A considerable share of basic vocabulary has remained (relatively) stable over the two thousand years of Tamil literary history and does not pose great problems, such as for example the standard verb “to do, to make”, ceytal. Other common words have remained common but undergone crucial semantic shifts, such as in the case of the verb tūṅkutal, which means “to hang” in classical Tamil, but “to sleep” in modern Tamil. In such cases not only the semantic range, but the historical development has to be outlined in the examples. The most in demand of attention, however, are the less common or even rare ‒ refined or poetic ‒ words which from the modern reader’s point of view are often not easily distinguished from regional words (theorised as tiri-col and ticai-col in the Tamil grammatical tradition). It is here that the commentary glosses and the nikaṇṭu entries become a vital aid, although of course both have to be backed up by actual occurrences and quotations. Another problem currently not even adequately described is actual dialectal variation, testifying to a substratum of dialects not only in the respective periods of literary production, but also simply in scribal environments. This is very visible in literature (and even more in manuscripts and in the early dictionaries like the Proença’s Vocabulario) not only in the form of “regional words” but in spelling variations which have only partly found entry into the dictionaries of the 20th century.

Tamil literary commentaries, probably not dating back as early as the first millennium, are, as in many traditions, built on glosses. The simplest form of commentary (and the one easiest to exploit for lexical purposes) is the arumpata urai, the “commentary on rare words”, essentially a collection of glosses.
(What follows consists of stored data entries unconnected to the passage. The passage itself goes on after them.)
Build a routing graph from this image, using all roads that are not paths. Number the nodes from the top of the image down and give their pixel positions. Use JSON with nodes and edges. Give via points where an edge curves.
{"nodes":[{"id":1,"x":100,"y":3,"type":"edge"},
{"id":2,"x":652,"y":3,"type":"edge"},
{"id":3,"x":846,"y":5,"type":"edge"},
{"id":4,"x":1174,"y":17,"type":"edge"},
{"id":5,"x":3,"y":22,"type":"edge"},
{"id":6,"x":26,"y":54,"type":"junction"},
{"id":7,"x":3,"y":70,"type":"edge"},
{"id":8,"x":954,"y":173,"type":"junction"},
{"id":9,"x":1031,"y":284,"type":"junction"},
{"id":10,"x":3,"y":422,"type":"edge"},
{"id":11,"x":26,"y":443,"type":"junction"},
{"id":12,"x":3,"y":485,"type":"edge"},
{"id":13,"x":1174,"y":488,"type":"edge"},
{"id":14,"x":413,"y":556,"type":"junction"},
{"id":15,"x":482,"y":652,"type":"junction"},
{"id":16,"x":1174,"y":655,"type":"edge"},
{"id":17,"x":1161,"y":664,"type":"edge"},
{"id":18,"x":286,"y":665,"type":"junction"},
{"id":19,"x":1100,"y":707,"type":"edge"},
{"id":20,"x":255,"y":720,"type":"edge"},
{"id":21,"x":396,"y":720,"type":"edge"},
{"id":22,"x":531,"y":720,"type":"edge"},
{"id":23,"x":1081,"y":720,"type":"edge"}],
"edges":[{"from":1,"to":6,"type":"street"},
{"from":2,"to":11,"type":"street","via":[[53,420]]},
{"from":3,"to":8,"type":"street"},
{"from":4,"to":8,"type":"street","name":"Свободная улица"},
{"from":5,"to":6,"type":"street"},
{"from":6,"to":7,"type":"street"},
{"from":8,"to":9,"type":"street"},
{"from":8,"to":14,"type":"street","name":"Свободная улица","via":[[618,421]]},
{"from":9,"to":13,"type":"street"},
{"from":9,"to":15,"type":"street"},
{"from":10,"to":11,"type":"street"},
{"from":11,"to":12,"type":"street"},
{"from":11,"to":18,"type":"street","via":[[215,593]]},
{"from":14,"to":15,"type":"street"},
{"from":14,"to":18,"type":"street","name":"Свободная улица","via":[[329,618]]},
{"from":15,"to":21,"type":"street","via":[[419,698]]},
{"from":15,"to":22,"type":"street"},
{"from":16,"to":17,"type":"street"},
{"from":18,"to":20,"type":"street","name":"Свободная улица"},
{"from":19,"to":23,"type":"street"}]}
Only a small number of these survive, and they will be treated as core material. Much more difficult to use are the slightly later paraphrase commentaries (most commentaries on the theoretical texts begin with a paraphrase) where almost every word is paraphrased but often with a view to the overall meaning and not with a view to semantic detail. The more sophisticated ones moreover complicate matters, as already mentioned, by poetic variation (words with an evident meaning may be glossed differently for beauty’s sake). Moreover paraphrases may be abbreviated with the aim of simply giving the gist. Here it is necessary to filter the available information for pertinent glosses. Commentary glosses in their turn can be shown to rely heavily on the nikaṇṭus.

Tamil has had a lexicographical tradition since ancient times. In particular, it has developed the “thesaurus” (nikaṇṭu) rather than the dictionary style of listing words. In fact, words are not alphabetically listed, but grouped according to their mutual semantic affinity, like in a dictionary of synonyms, with extra sections devoted to homonyms and synonyms. This takes place in verse form, easy to memorise, but it often makes it difficult to disentangle entry words from metrical fillers. The two oldest nikaṇṭus, which will be included in our corpus, are the Tivākaram (Tivākarar, 9th c., 12 sections, 2180 aphorisms, 9,500 entries) and the Piṅkalam (Piṅkala Muṉivar, 10th c., 10 sections, 4121 aphorisms, 14,700 entries). These texts will have the special status of being both part of the corpus of historical texts in which the words were used and part of the “tools” (such as the Madras Tamil Lexicon) that are used to define the semantic scope of each word. Their inclusion is of paramount importance since many glosses found in commentarial literature rely on them.

The example section of each entry will begin with the earliest attested passage for each meaning, separating literary from theoretical (ilakkiyam and ilakkaṇam) and following the genre distinctions (if valid in a particular case), beginning with Caṅkam (Akam and Puṟam, that is, erotic and heroic poetry), Kīḻkkaṇakku (didactic poetry), epic (peruṅkāppiyam < Skt. mahākāvya-), the devotional canons (Tirumuṟai and Tivyappirapantam), later literary genres (Pirapantam). Where possible quotations will be based on critical editions, otherwise on the electronic versions of the standard editions. Where possible semantic development will be distinguished from polysemy/homophony. Examples will be cross-referenced back to the electronic corpus and the corpus dictionaries.